EFFECT: extended dynamic range, enhanced gain and common-mode signal damping factor.

1 cl, 17 dwg

Description

The invention relates to the field of radio engineering and communication and can be used as a device for amplifying analog signals with a wide dynamic range, in the structure of analog microcircuits for various functional purposes (for example, high-speed operational amplifiers (OA)).

There are known schemes of differential amplifiers (ДУ) on n-pn and pnp transistors with the so-called "architecture of the input stage of the operational amplifier μA741" [1-30]. Over 50 patents have been issued for their modifications for leading microelectronic companies in the world. Differential amplifiers of this class, along with a typical parallel-balanced cascade [29-30], have become the main amplifier element of many analog interfaces. The present invention relates to this subclass of devices.

The closest prototype (figure 1) of the claimed device is a differential amplifier described in US patent No. 3660773, as well as in [1-14], containing the first 1 and second 2 input transistors, the emitters of which are connected to the respective emitters of the first 3 and second 4 output transistors of the opposite type of conductivity, the bases of which are connected, and the collector of the first 1 input transistor is connected to the input 5 of the current mirror 6, the collector output of which 7 is connected to the first source of the reference current 8.

A significant drawback of the known remote control is that it has a relatively narrow dynamic range of linear signal amplification (u _in <U _g ≈100 ÷ 150 mV), as well as increased power consumption. The latter circumstance is due to the fact that the remote control of Fig. 1 includes a current branch (PT1 - I ₈ ), which is not involved in the amplification of differential signals, because serves only to establish a static remote control mode. In addition, the well-known remote control is characterized by a small coefficient of attenuation of the common-mode signal (K _OS.sf ).

The main objective of the invention is to expand the range of active operation of the remote control. An additional goal is to increase the gain of the differential signal without impairing power consumption and increasing K _os.sf.

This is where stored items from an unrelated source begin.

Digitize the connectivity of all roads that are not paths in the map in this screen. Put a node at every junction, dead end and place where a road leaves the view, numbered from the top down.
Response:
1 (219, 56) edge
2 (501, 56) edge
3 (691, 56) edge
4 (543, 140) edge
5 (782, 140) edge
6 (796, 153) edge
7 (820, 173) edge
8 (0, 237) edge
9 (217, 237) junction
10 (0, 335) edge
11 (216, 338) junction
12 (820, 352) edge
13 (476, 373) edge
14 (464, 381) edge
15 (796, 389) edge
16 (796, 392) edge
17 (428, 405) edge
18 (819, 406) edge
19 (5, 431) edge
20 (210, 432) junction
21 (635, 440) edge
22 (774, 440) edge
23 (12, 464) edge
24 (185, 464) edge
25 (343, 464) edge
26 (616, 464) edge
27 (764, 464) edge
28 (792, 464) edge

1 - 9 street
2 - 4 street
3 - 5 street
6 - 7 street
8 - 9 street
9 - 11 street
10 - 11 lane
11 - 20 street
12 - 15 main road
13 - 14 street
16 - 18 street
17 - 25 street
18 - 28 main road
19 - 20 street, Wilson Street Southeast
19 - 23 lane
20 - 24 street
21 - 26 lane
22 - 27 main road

This goal is achieved in that in the differential amplifier of figure 1, containing the first 1 and second 2 input transistors, the emitters of which are connected to the corresponding emitters of the first 3 and second 4 output transistors of the opposite type of conductivity, the bases of which are connected, and the collector of the first 1 input transistor is connected with the input 5 of the current mirror 6, the collector output of which 7 is connected to the first reference current source 8, new elements and connections are introduced - the second reference current source 9, the second current mirror 10 and sum two signals with an in-phase output 11, the input 12 of the second current mirror 10 being connected to the collector of the second input transistor 2, its collector output 13 being connected to the first input 14 of the adder of two signals with the common-mode output 11 and the second reference current source 9, and the collector output 7 of the first current mirror 6 is connected to the second input 15 of the adder of two signals with in-phase output 11, the output of which 16 is connected to the combined bases of the output transistors 3 and 4.

The amplifier circuit of the prototype is presented in figure 1. Figure 2 shows the inventive device in accordance with claim 1 of the claims.

Figure 3, 4 and 5 show embodiments of the adder of two signals with an in-phase output 11 based on auxiliary resistors 17, 18 (Fig. 3, claim 2), auxiliary pn junctions 19, 20 (Fig. 4, claim 3 of the claims), auxiliary transistors 22, 23 (figure 5, claim 4 of the claims). In addition, the remote control corresponding to claim 2, claim 3, claim 4 and claim 5 of the claims are also shown in Fig.6-9.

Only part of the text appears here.